■ Task requirements:
Every line of the listing is to be printed again exactly.

■ Data shown:
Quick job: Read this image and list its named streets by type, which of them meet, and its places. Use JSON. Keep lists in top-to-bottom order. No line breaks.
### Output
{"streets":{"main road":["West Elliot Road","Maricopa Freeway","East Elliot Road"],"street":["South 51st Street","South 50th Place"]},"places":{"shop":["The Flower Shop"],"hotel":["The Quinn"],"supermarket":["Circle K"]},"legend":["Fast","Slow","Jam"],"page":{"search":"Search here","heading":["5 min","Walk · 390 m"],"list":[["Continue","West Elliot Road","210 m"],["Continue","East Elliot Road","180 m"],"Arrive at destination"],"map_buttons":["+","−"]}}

■ Problem solution:
Quick job: Read this image and list its named streets by type, which of them meet, and its places. Use JSON. Keep lists in top-to-bottom order. No line breaks.
### Output
{"streets":{"main road":["West Elliot Road","Maricopa Freeway","East Elliot Road"],"street":["South 51st Street","South 50th Place"]},"places":{"shop":["The Flower Shop"],"hotel":["The Quinn"],"supermarket":["Circle K"]},"legend":["Fast","Slow","Jam"],"page":{"search":"Search here","heading":["5 min","Walk · 390 m"],"list":[["Continue","West Elliot Road","210 m"],["Continue","East Elliot Road","180 m"],"Arrive at destination"],"map_buttons":["+","−"]}}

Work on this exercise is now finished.